Pull each line containing "numbered" out of the data and copy it.

> MATERIAL FOR THIS TASK:
::::
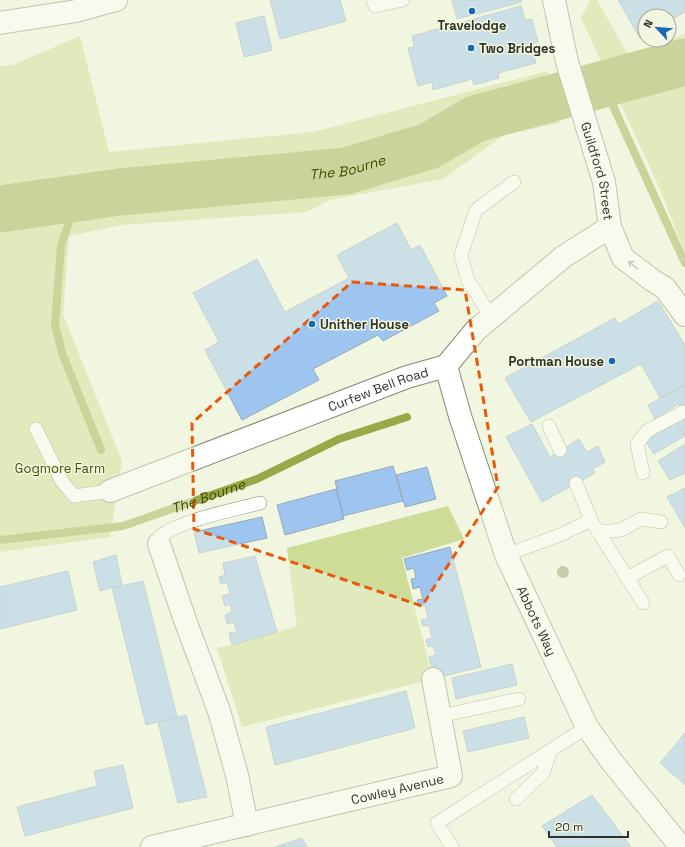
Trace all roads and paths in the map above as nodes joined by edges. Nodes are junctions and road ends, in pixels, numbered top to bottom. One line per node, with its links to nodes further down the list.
::::
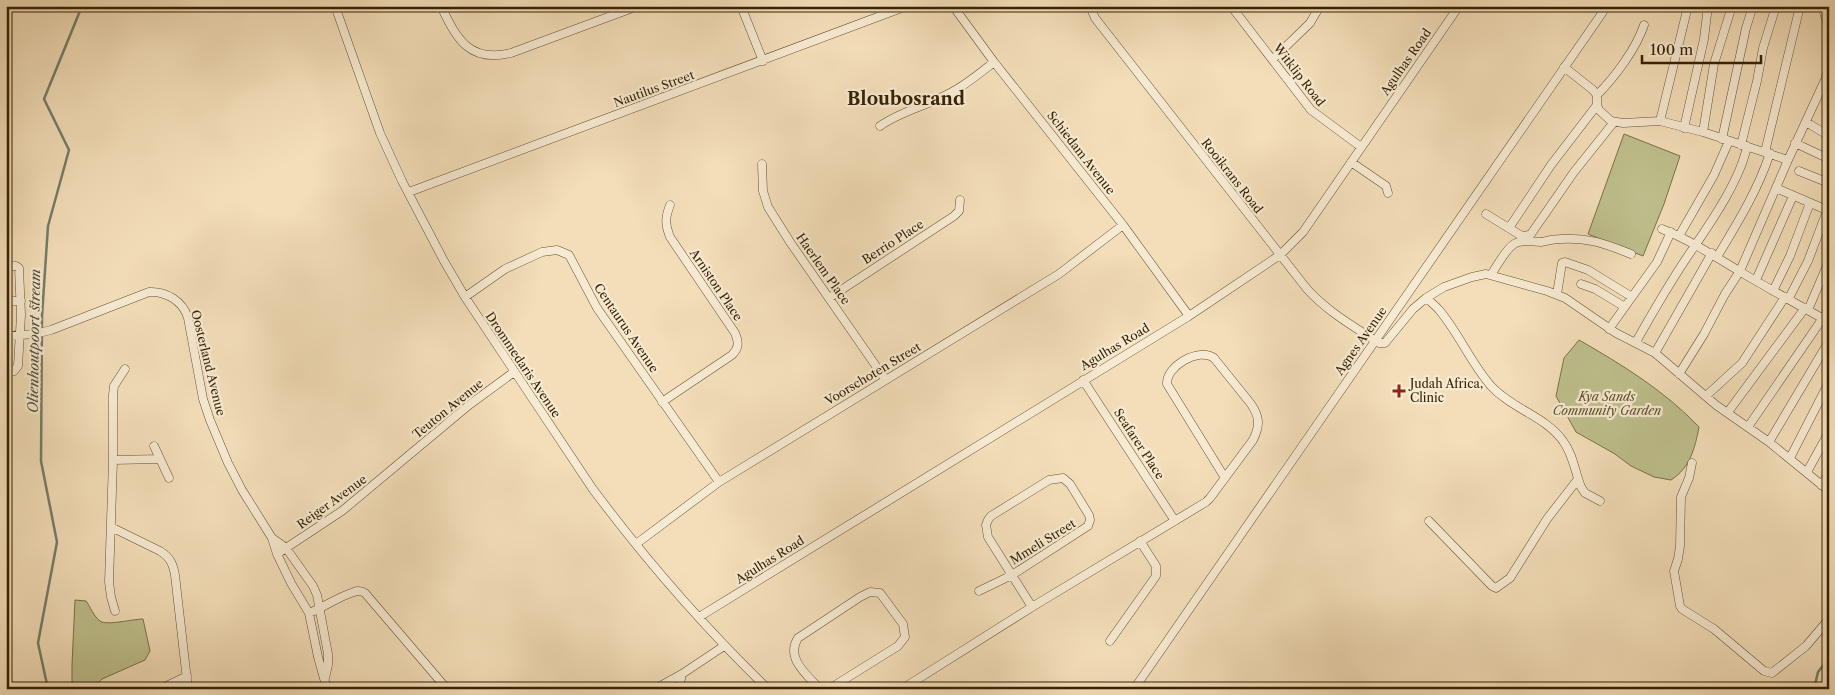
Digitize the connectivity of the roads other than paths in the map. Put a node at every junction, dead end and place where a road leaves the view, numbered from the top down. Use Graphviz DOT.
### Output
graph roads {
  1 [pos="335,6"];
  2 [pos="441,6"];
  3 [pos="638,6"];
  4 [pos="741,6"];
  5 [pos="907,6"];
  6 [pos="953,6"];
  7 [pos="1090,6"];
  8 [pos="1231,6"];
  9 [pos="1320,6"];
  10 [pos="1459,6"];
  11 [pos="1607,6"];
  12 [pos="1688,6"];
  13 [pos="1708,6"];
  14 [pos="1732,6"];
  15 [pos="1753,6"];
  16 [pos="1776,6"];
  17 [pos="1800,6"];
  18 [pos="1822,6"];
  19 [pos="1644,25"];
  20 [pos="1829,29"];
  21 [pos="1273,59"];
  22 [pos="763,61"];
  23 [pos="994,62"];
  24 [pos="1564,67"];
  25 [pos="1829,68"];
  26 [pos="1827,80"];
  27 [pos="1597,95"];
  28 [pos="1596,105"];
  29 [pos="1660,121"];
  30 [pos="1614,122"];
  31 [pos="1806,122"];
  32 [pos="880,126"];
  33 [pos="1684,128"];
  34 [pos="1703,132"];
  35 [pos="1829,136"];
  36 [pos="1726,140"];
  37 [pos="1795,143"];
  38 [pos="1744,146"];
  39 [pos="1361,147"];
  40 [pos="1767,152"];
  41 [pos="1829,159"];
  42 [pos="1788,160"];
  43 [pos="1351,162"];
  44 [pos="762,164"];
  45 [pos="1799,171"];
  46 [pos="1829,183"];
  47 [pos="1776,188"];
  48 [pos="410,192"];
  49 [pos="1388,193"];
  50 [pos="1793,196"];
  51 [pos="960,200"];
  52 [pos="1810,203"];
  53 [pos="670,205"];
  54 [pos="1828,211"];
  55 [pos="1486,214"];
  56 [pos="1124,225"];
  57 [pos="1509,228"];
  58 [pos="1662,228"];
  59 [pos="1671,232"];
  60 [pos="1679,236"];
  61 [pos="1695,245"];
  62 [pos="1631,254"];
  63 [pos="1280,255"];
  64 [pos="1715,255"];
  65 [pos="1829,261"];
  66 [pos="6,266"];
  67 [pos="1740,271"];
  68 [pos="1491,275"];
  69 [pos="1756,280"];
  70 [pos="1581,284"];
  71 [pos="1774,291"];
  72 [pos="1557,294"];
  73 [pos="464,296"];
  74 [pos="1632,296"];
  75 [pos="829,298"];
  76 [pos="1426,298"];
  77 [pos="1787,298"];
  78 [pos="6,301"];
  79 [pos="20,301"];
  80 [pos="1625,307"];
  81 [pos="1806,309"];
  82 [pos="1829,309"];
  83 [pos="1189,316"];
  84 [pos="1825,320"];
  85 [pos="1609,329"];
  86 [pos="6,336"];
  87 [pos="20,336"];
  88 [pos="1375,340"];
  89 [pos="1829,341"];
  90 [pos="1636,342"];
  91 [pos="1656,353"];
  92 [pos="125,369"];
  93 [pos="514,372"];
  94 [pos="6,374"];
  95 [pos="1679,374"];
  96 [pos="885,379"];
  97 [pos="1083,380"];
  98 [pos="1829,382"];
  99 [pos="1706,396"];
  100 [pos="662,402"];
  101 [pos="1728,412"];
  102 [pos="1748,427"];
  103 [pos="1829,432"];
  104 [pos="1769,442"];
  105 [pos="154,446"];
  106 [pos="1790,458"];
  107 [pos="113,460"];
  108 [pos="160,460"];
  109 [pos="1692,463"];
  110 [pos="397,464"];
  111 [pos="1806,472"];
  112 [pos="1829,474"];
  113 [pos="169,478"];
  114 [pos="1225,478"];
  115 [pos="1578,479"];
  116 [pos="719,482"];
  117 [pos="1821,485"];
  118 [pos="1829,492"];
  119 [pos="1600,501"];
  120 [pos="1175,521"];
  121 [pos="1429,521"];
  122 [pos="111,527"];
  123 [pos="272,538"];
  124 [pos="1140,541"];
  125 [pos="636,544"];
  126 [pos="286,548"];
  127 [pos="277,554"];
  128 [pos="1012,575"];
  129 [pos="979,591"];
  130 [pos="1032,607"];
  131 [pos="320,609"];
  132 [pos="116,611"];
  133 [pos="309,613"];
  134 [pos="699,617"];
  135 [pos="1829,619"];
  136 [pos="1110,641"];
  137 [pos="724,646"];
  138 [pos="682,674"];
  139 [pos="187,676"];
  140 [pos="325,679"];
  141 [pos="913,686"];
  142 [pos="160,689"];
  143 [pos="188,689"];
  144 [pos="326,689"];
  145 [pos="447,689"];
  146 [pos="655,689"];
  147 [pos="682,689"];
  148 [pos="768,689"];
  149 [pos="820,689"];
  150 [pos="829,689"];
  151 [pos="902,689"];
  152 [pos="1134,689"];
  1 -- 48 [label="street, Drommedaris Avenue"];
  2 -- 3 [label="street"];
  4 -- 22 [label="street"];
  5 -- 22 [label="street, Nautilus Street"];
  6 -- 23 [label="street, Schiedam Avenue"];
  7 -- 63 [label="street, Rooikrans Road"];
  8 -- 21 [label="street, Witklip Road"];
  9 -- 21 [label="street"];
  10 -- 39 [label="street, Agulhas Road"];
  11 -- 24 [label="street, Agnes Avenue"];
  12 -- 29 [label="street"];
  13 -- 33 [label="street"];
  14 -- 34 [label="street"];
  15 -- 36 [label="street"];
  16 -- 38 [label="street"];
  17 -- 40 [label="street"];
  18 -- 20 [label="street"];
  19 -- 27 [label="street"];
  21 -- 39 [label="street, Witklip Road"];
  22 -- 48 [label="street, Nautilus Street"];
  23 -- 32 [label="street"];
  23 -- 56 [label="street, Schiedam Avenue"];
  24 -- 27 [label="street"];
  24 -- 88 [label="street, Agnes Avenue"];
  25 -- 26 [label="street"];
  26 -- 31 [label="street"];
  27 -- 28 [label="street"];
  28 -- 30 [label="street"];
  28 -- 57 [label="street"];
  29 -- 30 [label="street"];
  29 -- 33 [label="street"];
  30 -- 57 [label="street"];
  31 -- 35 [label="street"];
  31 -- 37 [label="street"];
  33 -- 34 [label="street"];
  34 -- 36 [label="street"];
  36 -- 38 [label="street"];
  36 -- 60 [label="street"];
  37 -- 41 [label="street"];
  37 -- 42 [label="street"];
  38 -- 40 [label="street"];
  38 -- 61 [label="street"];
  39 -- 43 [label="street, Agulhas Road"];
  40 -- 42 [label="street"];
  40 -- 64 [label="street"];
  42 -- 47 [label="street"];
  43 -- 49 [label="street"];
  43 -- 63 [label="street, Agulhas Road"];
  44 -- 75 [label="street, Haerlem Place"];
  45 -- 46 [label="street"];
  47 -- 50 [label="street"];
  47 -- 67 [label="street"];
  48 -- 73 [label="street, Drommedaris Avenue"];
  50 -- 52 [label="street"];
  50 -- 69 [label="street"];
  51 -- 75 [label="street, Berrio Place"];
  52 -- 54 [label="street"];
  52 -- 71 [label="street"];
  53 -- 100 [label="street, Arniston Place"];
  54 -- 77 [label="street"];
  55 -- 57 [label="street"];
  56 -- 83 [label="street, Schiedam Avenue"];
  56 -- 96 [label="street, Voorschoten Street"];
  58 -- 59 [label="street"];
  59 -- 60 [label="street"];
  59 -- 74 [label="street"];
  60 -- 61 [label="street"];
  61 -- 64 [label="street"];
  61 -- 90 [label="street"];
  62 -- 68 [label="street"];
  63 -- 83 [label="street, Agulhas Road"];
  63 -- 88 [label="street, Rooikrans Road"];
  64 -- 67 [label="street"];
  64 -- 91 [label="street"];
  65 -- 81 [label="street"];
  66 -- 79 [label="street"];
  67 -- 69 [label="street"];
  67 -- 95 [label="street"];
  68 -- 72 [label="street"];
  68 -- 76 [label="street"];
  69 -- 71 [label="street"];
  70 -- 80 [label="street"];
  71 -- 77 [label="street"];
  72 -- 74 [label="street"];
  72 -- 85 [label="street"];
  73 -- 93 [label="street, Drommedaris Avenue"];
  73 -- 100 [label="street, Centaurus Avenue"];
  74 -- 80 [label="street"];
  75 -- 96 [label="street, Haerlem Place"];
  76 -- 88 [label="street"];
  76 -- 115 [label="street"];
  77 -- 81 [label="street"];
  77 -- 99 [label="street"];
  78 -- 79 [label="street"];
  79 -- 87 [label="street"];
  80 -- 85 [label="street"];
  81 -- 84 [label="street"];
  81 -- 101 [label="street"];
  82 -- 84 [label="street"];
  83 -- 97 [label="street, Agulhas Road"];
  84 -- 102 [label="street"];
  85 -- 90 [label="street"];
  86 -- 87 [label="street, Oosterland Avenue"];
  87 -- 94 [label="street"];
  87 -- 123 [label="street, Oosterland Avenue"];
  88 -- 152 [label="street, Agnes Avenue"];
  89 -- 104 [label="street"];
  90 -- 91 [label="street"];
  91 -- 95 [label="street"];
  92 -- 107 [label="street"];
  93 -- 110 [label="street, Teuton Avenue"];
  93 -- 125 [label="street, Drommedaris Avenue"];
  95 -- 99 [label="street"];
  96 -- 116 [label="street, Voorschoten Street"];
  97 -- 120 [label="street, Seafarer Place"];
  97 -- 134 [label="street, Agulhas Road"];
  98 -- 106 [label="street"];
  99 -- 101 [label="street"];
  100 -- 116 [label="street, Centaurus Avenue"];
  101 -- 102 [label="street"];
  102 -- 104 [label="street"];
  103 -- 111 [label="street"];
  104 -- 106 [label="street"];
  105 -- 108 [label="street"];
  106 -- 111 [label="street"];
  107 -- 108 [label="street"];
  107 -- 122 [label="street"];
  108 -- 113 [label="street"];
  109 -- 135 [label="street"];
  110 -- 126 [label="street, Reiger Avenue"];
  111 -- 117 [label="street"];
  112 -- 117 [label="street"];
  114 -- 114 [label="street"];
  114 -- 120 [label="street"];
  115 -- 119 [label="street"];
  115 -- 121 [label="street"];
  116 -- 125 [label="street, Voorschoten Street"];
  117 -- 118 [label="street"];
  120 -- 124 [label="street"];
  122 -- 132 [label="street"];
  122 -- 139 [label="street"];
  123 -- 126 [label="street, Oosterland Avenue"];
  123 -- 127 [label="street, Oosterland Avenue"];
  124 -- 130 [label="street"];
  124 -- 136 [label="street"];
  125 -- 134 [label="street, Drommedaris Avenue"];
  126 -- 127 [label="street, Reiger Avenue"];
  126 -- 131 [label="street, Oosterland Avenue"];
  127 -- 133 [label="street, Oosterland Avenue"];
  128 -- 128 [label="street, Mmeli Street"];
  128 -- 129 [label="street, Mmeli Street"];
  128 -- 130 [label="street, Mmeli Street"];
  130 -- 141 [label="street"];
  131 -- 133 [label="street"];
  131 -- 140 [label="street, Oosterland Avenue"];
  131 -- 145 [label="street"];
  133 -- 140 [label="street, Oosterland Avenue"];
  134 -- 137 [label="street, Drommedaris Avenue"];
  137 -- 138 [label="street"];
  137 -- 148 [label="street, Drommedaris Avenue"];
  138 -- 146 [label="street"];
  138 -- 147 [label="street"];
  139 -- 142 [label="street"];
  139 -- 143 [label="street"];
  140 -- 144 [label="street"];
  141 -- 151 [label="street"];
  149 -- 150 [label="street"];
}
::::
> ANSWER TO THE EXERCISE:
Trace all roads and paths in the map above as nodes joined by edges. Nodes are junctions and road ends, in pixels, numbered top to bottom. One line per node, with its links to nodes further down the list.
Digitize the connectivity of the roads other than paths in the map. Put a node at every junction, dead end and place where a road leaves the view, numbered from the top down. Use Graphviz DOT.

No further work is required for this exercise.